How to complete this task – The answer must consist of every line from the entries below that contains the word "Left".

(Per-instance keypoint data)
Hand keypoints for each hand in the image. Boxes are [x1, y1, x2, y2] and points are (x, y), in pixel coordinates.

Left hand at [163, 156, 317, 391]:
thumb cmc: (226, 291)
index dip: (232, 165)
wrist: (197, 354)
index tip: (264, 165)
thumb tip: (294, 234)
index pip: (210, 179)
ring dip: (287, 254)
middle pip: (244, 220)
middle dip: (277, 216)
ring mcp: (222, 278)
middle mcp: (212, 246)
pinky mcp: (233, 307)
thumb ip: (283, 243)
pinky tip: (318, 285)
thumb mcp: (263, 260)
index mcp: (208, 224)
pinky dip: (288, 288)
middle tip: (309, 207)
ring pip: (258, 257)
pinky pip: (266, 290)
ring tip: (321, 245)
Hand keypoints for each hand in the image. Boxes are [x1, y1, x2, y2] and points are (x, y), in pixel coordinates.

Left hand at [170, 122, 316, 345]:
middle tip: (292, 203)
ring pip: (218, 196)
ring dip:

--

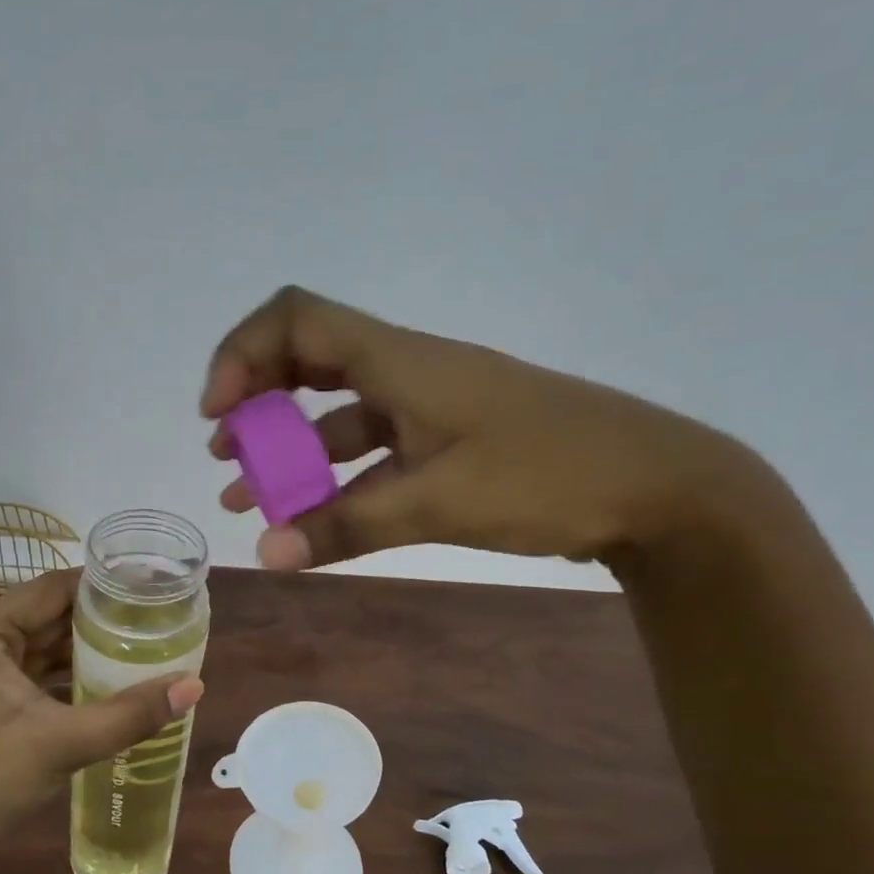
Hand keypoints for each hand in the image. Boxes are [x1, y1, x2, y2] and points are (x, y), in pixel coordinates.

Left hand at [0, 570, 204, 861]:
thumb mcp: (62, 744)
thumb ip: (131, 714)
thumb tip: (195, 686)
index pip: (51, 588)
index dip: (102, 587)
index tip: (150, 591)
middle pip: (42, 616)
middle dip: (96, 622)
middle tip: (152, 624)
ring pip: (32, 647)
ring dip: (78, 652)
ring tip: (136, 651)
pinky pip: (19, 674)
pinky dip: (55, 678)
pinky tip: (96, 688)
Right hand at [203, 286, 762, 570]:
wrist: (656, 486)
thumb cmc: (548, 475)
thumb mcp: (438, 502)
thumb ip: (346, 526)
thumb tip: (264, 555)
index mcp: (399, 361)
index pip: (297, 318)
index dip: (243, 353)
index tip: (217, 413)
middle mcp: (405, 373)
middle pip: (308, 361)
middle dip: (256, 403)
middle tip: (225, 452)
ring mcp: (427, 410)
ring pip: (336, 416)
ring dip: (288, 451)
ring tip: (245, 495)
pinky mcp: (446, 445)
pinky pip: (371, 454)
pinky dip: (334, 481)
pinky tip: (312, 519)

Final answer –
Left hand at [163, 156, 317, 391]:
Left hand at [170, 122, 316, 345]:
Left hand at [0, 570, 204, 861]:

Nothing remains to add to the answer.